**WHAT YOU SHOULD DO**
Your task is to transcribe, without alteration, the lines from the top of the material below through the line bearing "margin:0; font-family:Itim,sans-serif; background:var(--page);", inclusive.

EXCERPTED RECORDS: Begin

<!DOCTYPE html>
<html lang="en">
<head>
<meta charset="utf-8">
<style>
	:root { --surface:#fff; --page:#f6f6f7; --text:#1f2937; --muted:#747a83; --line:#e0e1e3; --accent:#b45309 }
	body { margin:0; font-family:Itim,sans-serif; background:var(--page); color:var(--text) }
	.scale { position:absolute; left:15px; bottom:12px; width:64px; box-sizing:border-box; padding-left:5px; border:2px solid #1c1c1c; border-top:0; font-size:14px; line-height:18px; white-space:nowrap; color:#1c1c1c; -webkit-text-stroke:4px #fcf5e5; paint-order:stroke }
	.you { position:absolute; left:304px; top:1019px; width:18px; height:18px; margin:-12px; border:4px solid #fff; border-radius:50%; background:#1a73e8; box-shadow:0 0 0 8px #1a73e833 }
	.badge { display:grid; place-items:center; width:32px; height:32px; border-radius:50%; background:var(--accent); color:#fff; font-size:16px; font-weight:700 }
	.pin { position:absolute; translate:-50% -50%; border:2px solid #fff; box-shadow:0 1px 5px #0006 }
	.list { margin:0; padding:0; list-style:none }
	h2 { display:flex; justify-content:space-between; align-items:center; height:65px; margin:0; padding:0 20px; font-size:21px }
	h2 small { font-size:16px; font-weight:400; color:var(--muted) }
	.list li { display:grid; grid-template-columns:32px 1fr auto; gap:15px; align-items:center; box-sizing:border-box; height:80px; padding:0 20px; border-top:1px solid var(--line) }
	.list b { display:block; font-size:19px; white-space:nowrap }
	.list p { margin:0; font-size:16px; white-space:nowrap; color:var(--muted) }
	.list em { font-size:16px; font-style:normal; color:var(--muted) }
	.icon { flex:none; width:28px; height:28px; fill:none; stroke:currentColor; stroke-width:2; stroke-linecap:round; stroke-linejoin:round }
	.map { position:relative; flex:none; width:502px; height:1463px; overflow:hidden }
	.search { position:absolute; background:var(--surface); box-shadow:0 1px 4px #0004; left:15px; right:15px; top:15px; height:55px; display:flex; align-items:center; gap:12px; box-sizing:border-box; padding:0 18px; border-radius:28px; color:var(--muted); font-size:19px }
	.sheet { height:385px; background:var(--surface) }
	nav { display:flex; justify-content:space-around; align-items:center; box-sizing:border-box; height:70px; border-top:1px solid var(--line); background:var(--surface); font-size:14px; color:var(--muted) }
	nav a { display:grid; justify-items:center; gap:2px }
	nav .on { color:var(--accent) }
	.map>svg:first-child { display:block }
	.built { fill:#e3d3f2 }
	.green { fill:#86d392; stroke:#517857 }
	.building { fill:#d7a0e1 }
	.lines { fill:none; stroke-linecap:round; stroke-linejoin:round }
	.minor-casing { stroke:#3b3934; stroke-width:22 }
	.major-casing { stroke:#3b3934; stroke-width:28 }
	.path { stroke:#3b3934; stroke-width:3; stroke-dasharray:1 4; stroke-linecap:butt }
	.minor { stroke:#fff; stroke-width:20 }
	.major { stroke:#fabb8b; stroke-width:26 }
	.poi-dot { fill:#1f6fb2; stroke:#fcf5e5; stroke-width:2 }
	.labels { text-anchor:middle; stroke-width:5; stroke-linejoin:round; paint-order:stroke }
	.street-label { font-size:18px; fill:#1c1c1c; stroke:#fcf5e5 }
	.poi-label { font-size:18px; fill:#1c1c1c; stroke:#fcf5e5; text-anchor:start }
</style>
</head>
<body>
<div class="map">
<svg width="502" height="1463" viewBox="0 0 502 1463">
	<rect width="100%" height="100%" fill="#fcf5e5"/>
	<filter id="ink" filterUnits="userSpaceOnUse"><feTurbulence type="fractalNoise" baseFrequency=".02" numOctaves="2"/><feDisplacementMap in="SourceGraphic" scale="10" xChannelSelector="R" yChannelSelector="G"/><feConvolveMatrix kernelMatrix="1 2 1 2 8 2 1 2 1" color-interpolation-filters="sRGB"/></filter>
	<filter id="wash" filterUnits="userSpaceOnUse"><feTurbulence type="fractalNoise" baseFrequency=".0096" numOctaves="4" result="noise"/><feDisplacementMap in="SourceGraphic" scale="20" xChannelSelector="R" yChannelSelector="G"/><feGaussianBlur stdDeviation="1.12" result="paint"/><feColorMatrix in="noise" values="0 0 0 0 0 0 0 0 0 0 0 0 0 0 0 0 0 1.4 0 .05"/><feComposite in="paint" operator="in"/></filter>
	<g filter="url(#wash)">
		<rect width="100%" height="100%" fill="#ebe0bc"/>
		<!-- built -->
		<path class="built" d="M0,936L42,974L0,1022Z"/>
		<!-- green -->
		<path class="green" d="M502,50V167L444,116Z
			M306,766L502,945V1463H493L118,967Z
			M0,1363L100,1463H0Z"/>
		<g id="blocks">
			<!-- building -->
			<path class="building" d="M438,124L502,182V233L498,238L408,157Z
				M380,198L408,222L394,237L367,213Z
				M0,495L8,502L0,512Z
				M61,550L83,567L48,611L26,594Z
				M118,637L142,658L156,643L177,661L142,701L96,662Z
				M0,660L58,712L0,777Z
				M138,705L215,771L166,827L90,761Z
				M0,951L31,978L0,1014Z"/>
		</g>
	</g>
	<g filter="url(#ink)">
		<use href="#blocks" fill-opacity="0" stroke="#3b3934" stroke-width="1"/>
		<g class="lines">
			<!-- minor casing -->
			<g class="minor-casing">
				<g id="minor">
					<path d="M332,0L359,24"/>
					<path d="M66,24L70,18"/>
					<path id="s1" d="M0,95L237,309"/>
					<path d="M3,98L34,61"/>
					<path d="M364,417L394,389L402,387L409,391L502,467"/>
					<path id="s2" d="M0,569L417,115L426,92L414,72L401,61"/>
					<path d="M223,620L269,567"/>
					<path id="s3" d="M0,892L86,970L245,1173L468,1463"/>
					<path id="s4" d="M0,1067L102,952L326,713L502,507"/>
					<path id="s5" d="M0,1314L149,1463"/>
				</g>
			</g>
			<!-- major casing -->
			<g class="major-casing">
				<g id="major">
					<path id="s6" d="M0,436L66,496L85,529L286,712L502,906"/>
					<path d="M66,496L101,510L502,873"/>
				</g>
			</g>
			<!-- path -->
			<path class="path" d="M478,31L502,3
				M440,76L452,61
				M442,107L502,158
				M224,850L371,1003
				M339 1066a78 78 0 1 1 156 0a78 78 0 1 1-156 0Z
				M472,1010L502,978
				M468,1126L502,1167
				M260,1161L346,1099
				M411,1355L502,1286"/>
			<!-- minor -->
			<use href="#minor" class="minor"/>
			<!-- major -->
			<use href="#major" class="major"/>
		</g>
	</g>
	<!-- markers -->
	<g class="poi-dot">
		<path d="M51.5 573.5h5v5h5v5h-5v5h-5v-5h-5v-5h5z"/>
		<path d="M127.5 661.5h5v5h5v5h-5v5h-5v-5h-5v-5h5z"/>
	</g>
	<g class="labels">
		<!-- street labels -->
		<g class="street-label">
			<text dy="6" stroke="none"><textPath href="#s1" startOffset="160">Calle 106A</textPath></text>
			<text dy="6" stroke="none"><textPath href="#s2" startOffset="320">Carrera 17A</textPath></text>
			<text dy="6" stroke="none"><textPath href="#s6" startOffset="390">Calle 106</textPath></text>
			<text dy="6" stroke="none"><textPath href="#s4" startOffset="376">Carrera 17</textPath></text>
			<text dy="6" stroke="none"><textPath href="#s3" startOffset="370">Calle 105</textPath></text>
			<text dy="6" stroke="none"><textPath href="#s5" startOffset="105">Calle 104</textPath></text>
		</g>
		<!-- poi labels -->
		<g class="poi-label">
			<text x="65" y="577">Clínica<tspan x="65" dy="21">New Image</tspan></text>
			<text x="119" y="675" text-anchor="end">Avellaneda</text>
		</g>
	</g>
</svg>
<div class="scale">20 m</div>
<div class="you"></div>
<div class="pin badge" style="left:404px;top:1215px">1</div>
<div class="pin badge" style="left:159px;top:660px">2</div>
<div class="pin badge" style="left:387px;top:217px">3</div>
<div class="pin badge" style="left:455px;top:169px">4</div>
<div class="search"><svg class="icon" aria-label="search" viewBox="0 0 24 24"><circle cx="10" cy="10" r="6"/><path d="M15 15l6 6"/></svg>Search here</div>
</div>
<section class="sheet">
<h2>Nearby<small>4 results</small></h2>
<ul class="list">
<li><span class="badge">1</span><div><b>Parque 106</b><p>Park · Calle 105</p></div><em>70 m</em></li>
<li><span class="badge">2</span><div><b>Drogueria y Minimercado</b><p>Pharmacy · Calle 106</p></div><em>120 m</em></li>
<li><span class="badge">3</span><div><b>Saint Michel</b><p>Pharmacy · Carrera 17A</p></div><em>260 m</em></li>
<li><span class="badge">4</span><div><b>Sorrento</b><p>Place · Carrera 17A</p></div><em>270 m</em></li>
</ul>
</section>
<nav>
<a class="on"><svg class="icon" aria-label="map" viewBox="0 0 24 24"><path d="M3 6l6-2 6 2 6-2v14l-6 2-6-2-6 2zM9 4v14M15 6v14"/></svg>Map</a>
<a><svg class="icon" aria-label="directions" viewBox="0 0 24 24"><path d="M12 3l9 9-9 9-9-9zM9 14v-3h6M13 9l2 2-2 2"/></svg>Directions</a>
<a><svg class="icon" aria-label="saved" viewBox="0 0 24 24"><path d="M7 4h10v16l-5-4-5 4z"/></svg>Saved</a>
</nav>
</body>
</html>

EXCERPTED RECORDS: End

**ANSWER**
<!DOCTYPE html>
<html lang="en">
<head>
<meta charset="utf-8">
<style>
	:root { --surface:#fff; --page:#f6f6f7; --text:#1f2937; --muted:#747a83; --line:#e0e1e3; --accent:#b45309 }
	body { margin:0; font-family:Itim,sans-serif; background:var(--page); color:var(--text) }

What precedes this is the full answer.